The areas where the provider must make improvement are:

  • To ensure all staff who undertake chaperone duties complete a Disclosure and Barring Service (DBS) check.

  • Ensuring appropriate authorisation is in place for the phlebotomist to administer flu immunisations.

The areas where the provider should make improvement are

  • Consider the mixed responses from patients who took part in the national survey in regard to the caring nature of GPs and the nurse. Reflecting upon how this might be improved.

  • Ensuring all staff are aware of the process to book interpreters.

Professor Steve Field (CBE FRCP FFPH FRCGP) 

Chief Inspector of General Practice

Inspection carried out on 14 January 2015

During a routine inspection

Letter from the Chief Inspector of General Practice

Mrs Suhasini Nirgude manages the primary healthcare services delivered from Abbey Medical Centre in Reading, Berkshire. The medical centre is located in a listed building, built during the Victorian era. The building was refurbished to provide a GP surgery in 1985. Approximately 2,250 patients are registered at the practice. We carried out an announced comprehensive inspection of the practice on 14 January 2015. This was the first inspection of the practice since registration with the CQC.

Overall we have rated the practice as requiring improvement. There was evidence of delivery of services from a caring team of GPs and staff. Patients did not find it difficult to obtain appointments. However, some processes and procedures relating to recruitment of staff, infection control and quality monitoring must be improved.

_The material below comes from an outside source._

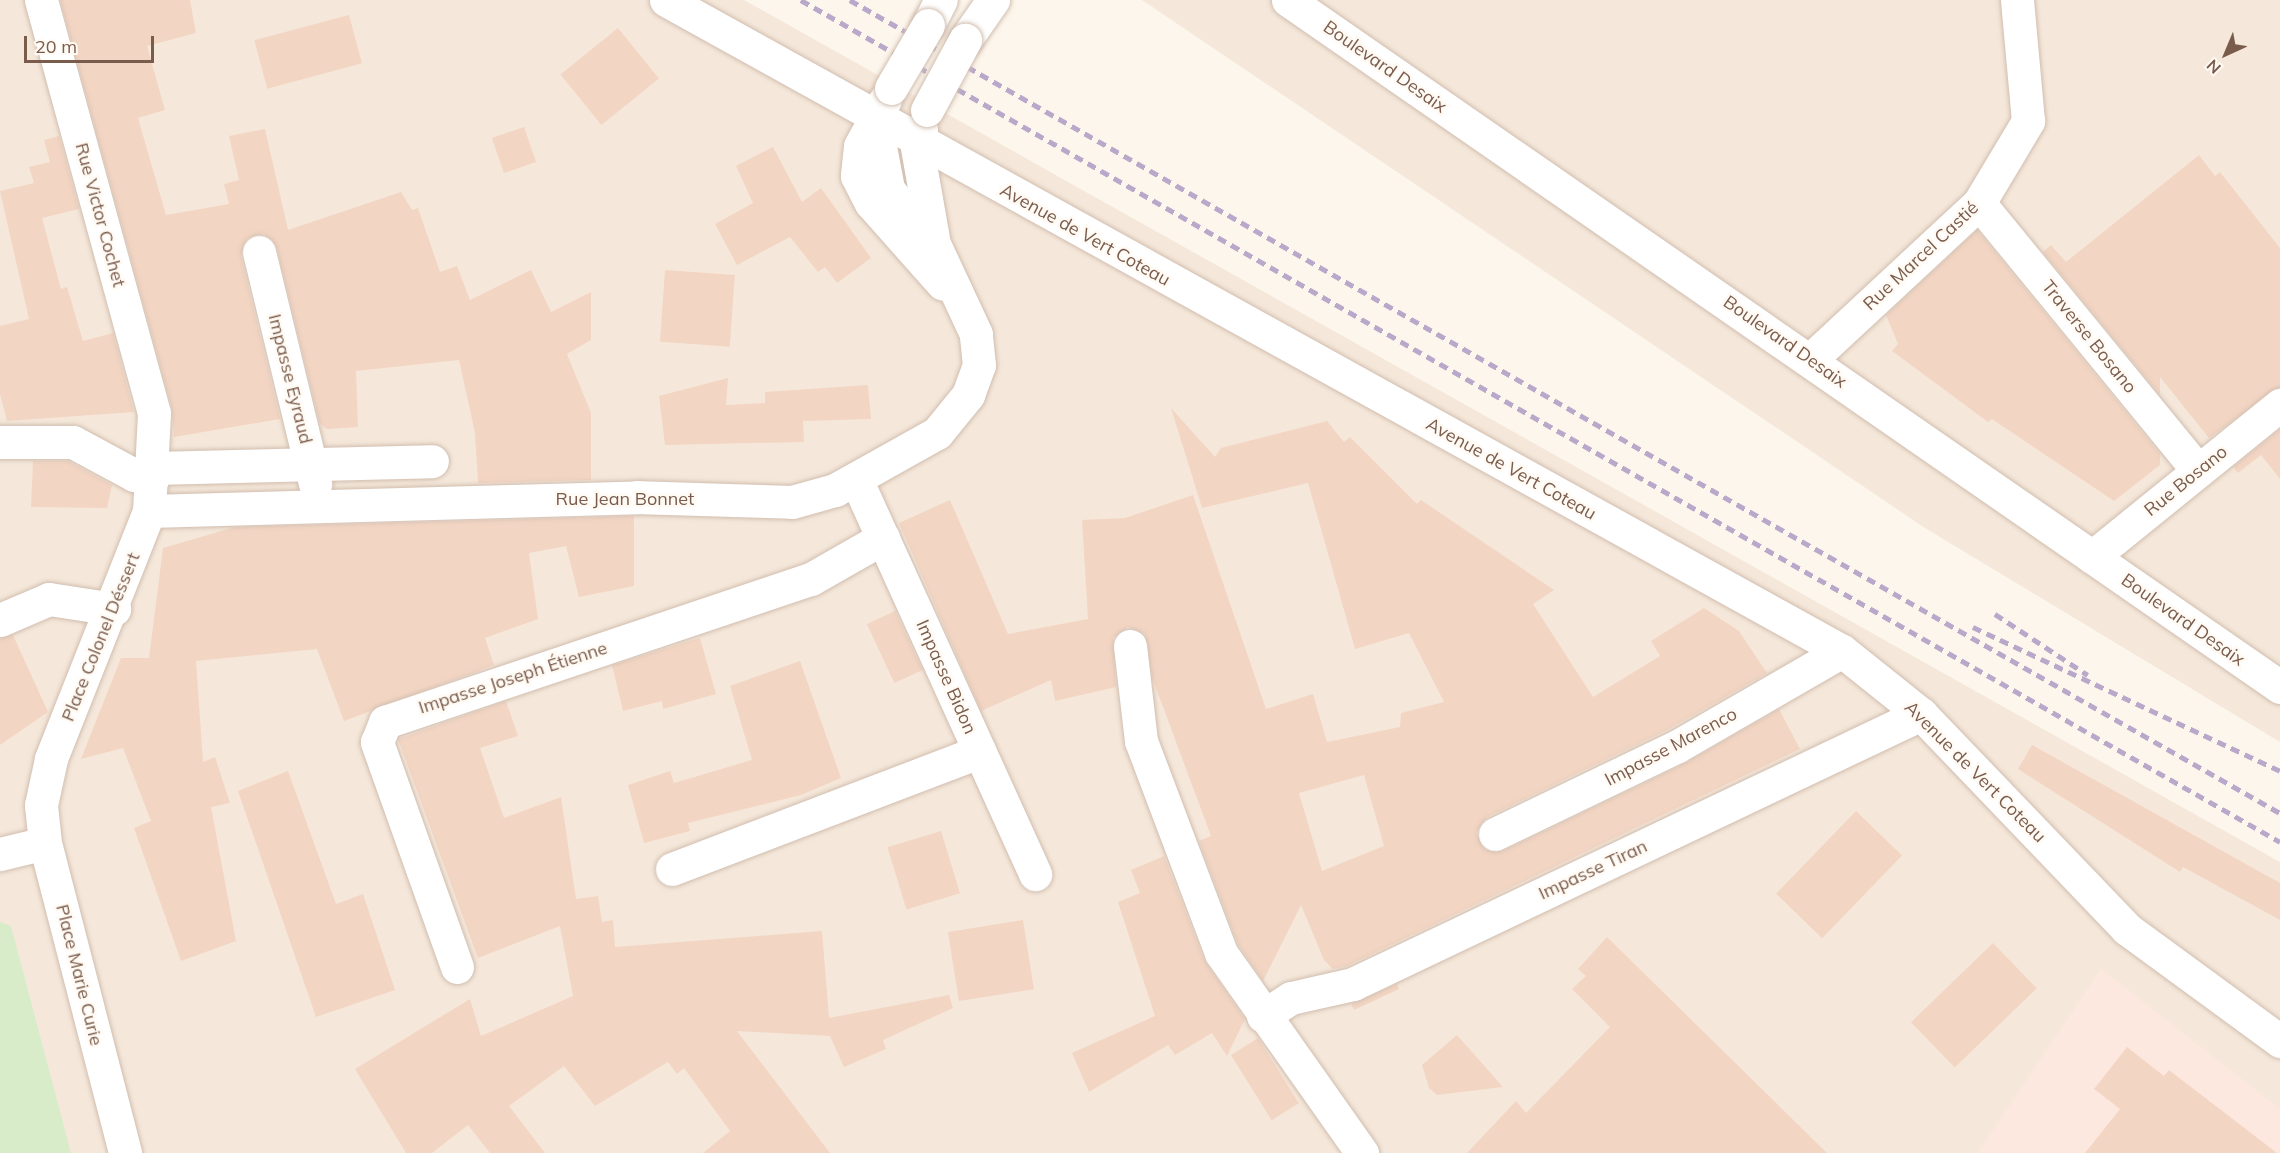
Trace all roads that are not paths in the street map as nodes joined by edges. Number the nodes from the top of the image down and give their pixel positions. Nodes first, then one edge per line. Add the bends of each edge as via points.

Our key findings were as follows:

  • The significant majority of the comments on comment cards and patients we spoke with during inspection referred to the GPs and staff being caring.
  • Staff were well motivated and were supported by appraisal and a proactive registered manager.
  • The practice appointment system was flexible and we saw that appointments were available on the day of inspection and on the next day. Patients were generally pleased with access to appointments.
  • New patients were offered health checks when they registered. This enabled GPs to identify future treatment needs and ensure that health screening checks were completed. For example, scheduling annual health checks for new patients with a diagnosis of diabetes.

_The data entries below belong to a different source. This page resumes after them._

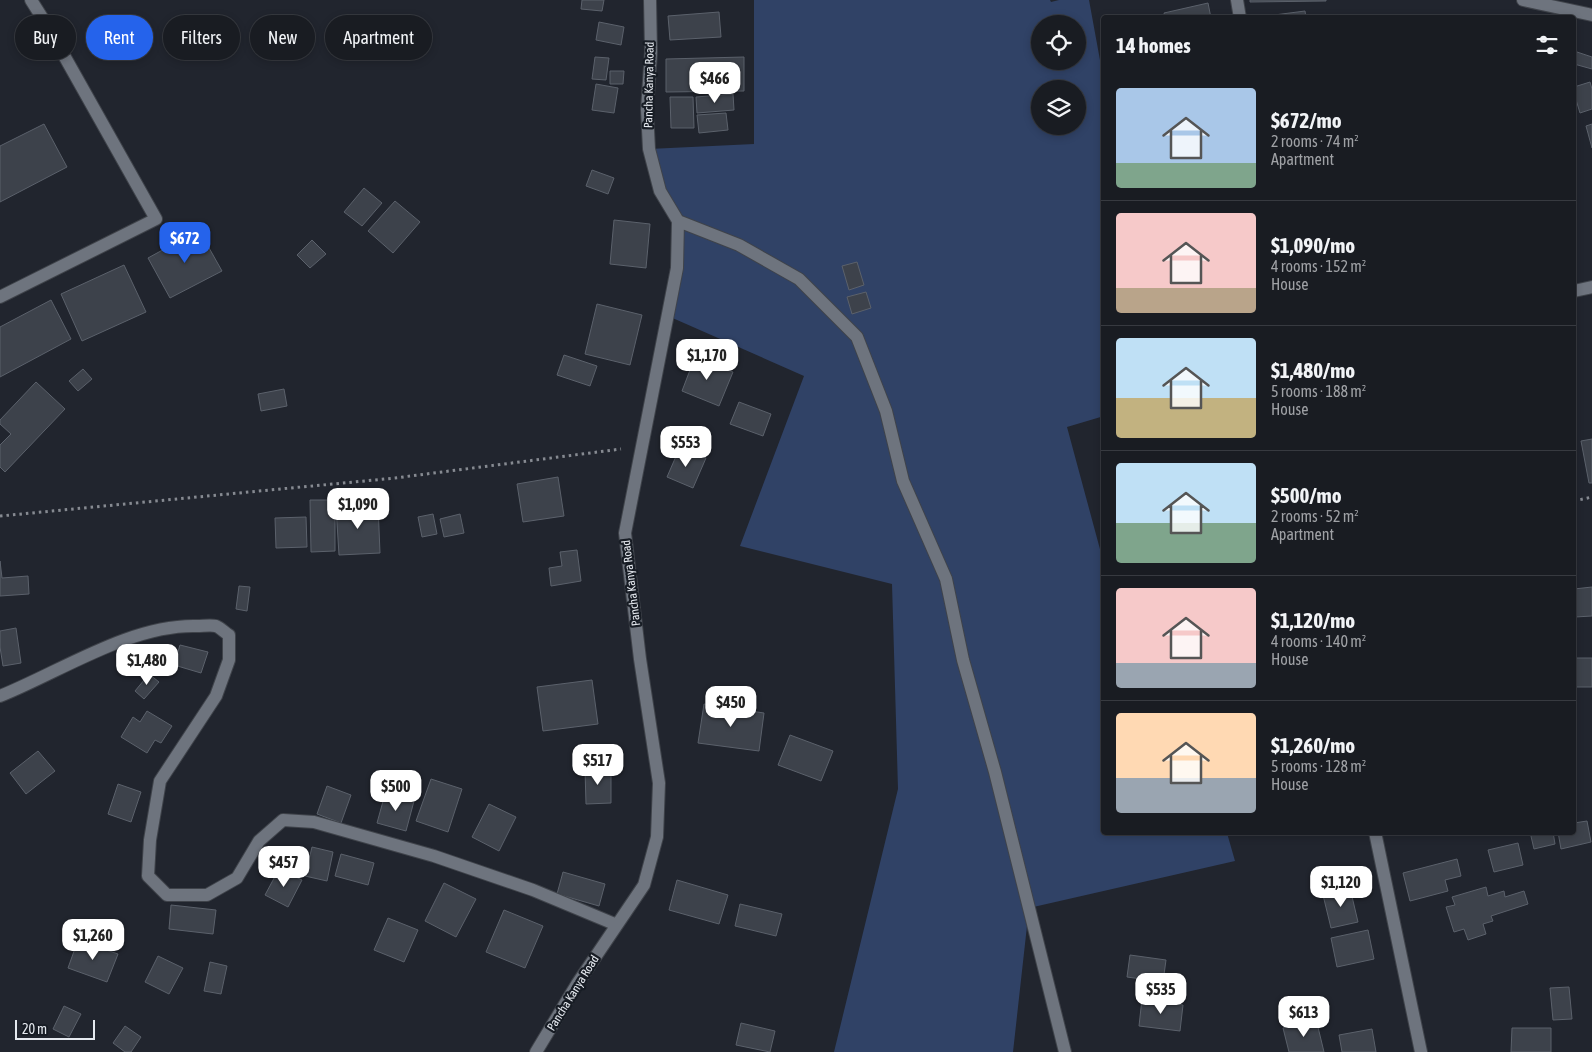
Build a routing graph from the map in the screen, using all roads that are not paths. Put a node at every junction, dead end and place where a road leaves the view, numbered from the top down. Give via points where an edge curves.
1 (31, 0) edge
2 (650, 0) edge
3 (1237, 0) edge
4 (1523, 0) edge
5 (1240, 15) edge
6 (1592, 16) edge
7 (678, 221) junction
8 (1592, 287) edge
9 (1576, 291) edge
10 (0, 297) edge
11 (0, 696) edge
12 (1376, 835) edge
13 (617, 925) junction
14 (536, 1052) edge
15 (1065, 1052) edge
16 (1421, 1052) edge

1 - 10 street via 156,219
2 - 7 street, Pancha Kanya Road via 649,149 660,190
3 - 5 street
4 - 6 street
7 - 13 street, Pancha Kanya Road via 677,268 625,533 659,783 657,837 644,885
7 - 15 street via 739,245 799,279 856,337 886,411 903,481 946,579 963,660 995,772
8 - 9 street
11 - 13 street via 144,633 187,626 218,626 229,635 229,660 216,696 160,781 150,840 148,876 167,895 207,895 237,878 259,841 283,820 314,822 434,856 533,890
12 - 16 street
13 - 14 street, Pancha Kanya Road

There were areas of practice where the provider needs to make improvements.

Importantly, the provider must:

  • Undertake and record all employment checks required by legislation.
  • Maintain accurate records relating to health and safety and risk assessments that are up to date and fit for purpose and retain management records that are easily accessible.
  • Ensure treatments carried out are accurately recorded in patient records. For example, those relating to the treatment of patients diagnosed with heart failure and depression.
  • Enhance and improve quality monitoring of processes and procedures in use at the practice. Policies and procedures employed to support delivery of care and treatment must be kept under review and audited.
  • Introduce cleaning schedules and monitoring of cleaning standards.Ensure cleaning equipment is appropriately segregated for use in clinical and non-clinical areas and that it is properly prepared for use the next day. Provide training for the lead for infection control, carry out a legionella risk assessment and act upon the findings.

  • Expand the programme of clinical audits and introduce an audit programme to identify, plan and monitor improvements to clinical care.

In addition the provider should:

  • Commission testing of portable electrical appliances and follow Health and Safety Executive (HSE) guidance relating to frequency of future similar tests.